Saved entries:
▬▬▬▬▬▬▬▬▬▬
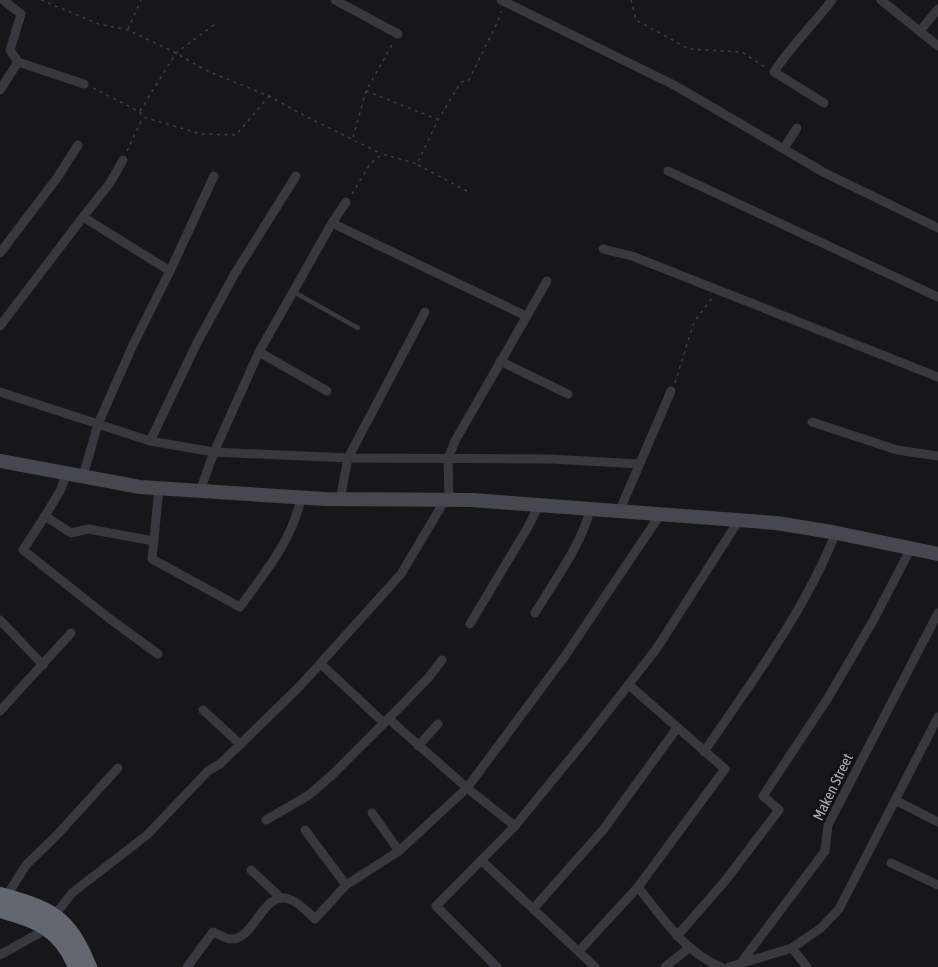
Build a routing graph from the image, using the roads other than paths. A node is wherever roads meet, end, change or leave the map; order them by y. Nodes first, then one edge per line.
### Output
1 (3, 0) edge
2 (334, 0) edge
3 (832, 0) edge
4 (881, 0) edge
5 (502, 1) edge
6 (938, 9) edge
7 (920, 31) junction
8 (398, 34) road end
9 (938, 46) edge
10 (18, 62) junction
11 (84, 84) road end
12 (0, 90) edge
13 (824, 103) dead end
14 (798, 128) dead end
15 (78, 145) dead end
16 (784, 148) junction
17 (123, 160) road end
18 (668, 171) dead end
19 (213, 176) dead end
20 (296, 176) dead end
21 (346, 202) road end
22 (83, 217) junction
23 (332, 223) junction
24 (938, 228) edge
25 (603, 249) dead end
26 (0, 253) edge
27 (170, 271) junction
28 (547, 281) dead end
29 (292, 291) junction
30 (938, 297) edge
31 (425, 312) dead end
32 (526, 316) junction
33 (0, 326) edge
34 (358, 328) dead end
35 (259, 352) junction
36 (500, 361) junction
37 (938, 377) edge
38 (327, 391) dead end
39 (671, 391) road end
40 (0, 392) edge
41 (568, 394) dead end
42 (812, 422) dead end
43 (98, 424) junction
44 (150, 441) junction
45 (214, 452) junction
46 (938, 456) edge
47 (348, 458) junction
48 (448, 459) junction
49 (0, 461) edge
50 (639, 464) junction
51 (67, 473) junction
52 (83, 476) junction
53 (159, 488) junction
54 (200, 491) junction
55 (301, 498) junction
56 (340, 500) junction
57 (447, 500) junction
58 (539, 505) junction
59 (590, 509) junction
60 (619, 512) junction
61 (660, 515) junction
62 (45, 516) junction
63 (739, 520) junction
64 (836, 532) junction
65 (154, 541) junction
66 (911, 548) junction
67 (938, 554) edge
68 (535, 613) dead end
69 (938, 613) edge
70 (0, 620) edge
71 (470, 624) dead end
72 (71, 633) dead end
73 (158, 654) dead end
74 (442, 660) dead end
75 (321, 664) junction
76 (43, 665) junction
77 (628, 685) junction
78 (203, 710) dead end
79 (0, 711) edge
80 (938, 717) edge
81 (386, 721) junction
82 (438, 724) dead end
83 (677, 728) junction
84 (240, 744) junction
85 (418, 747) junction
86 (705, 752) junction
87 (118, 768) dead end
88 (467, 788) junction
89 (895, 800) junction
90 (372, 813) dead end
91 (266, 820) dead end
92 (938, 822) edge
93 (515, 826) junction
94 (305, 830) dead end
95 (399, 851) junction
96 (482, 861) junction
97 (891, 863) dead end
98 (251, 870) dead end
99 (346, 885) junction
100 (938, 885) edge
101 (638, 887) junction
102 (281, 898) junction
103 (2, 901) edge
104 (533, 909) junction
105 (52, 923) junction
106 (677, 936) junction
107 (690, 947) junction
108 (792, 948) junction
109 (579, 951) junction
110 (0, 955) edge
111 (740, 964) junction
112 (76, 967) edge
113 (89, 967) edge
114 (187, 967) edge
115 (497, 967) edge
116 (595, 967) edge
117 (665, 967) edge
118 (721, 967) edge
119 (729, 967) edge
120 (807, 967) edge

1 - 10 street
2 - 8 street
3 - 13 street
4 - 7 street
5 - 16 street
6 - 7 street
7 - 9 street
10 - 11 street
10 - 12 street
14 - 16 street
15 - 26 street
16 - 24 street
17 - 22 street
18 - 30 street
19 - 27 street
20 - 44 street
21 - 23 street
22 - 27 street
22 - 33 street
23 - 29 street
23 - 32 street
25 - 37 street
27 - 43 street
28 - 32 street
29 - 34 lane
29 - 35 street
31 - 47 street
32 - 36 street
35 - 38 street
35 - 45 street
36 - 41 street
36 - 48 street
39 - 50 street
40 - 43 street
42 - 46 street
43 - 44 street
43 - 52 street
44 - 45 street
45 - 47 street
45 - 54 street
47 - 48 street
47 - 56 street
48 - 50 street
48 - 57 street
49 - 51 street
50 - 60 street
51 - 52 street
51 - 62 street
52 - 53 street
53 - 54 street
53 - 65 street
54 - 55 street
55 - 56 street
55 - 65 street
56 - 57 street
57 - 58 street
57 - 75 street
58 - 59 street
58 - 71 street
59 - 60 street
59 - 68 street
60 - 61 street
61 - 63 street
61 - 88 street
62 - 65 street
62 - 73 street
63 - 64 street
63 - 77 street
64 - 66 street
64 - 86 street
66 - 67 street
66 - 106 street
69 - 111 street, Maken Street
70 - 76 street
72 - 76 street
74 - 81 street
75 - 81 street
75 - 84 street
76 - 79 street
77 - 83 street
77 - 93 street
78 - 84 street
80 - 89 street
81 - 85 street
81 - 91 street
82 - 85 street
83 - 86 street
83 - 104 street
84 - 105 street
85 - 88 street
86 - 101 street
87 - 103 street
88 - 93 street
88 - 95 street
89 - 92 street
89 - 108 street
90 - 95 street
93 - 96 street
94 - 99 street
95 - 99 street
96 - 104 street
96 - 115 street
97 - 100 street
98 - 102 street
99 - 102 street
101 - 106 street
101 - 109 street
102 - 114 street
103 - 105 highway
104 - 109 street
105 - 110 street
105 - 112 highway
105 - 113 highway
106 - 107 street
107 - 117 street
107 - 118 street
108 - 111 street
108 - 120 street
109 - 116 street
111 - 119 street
▬▬▬▬▬▬▬▬▬▬
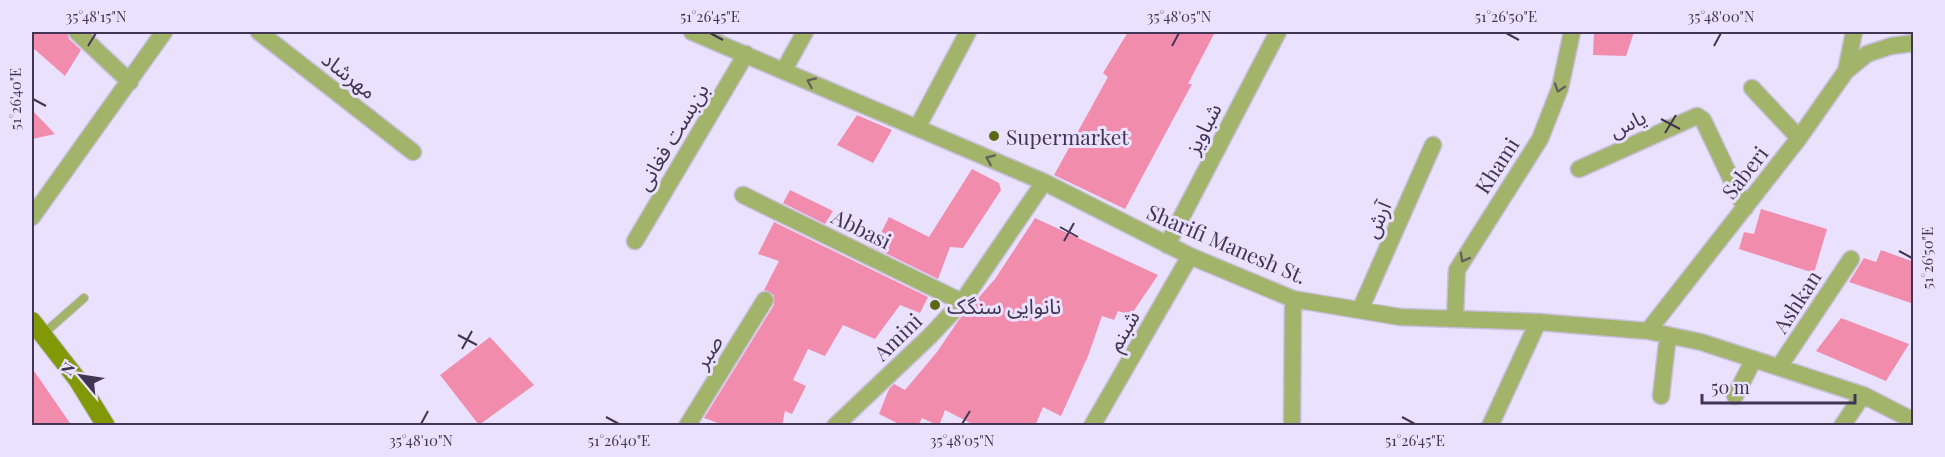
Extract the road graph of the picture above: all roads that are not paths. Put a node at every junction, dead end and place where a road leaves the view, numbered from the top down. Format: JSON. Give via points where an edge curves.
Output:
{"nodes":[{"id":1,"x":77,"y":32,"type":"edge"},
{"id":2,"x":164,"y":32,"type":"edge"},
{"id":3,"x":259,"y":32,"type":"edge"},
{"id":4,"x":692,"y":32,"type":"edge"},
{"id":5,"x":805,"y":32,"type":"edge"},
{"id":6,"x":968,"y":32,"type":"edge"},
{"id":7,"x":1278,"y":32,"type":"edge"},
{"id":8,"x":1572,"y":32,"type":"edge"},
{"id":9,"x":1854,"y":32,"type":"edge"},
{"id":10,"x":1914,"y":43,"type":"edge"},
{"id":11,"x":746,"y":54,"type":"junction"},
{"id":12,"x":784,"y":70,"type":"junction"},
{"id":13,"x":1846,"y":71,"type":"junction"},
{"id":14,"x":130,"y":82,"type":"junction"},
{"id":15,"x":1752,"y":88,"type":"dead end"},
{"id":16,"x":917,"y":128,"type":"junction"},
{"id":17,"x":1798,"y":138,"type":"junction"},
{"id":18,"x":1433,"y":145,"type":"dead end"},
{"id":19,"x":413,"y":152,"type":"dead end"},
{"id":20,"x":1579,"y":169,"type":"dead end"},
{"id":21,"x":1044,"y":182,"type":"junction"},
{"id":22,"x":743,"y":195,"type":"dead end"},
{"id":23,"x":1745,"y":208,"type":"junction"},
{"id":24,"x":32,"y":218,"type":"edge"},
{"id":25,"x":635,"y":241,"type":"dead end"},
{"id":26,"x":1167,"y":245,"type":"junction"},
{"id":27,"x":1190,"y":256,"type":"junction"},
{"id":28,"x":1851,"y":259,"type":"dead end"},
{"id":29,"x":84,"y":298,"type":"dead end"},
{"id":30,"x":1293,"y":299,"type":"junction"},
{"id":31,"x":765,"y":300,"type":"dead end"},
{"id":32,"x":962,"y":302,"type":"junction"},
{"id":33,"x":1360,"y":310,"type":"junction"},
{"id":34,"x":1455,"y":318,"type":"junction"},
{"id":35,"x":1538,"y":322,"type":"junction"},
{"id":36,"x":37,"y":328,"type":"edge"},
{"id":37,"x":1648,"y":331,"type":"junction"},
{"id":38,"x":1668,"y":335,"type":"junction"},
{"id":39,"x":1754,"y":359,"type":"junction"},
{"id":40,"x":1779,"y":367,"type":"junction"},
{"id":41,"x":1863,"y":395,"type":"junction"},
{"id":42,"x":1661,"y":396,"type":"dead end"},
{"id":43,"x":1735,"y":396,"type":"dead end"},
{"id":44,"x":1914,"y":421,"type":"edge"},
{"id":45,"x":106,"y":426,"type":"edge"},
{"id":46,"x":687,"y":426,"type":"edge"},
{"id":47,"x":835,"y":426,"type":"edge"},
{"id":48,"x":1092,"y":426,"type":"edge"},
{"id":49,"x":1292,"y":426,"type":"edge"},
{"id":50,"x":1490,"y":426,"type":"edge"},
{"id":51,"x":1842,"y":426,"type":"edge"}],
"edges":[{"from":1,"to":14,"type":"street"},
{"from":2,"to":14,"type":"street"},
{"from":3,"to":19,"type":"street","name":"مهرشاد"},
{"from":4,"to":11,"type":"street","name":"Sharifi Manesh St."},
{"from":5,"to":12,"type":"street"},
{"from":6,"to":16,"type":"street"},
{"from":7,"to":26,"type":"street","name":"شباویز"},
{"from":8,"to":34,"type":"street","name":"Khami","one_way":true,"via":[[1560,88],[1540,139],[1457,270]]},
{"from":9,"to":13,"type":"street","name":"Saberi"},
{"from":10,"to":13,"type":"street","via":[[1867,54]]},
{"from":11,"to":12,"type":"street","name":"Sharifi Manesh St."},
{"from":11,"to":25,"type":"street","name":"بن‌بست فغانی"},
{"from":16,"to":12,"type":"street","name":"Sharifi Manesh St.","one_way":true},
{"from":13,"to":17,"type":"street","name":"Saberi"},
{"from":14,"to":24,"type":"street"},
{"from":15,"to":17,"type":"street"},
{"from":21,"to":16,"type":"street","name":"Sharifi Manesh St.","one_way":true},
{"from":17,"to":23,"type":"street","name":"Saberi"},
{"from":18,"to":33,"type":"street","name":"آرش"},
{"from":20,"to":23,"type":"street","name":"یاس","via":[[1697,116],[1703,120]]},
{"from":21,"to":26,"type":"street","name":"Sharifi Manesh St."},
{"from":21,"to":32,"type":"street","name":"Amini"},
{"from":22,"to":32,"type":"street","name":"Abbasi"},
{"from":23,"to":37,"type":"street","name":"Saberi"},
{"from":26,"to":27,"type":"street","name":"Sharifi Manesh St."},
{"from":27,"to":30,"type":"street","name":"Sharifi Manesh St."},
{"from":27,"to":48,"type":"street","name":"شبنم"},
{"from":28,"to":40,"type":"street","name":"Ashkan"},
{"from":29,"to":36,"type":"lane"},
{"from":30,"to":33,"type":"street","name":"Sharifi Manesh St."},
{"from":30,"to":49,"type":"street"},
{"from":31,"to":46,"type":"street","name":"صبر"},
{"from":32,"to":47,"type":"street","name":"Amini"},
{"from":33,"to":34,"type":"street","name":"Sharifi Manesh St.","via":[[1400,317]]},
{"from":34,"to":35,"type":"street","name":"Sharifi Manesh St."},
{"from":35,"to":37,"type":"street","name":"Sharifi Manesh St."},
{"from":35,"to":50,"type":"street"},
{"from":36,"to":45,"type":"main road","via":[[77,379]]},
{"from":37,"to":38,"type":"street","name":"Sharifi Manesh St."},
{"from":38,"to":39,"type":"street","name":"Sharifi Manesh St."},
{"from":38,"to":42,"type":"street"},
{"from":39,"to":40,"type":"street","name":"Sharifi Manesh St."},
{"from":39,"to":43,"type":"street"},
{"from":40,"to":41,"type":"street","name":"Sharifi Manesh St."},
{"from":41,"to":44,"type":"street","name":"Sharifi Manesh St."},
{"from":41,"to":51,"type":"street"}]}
▬▬▬▬▬▬▬▬▬▬
TASK DETAILS: Wherever the word "roads" appears in the records above, copy that line.

RESULT OF THE TASK:
Build a routing graph from the image, using the roads other than paths. A node is wherever roads meet, end, change or leave the map; order them by y. Nodes first, then one edge per line.
Extract the road graph of the picture above: all roads that are not paths. Put a node at every junction, dead end and place where a road leaves the view, numbered from the top down. Format: JSON. Give via points where an edge curves.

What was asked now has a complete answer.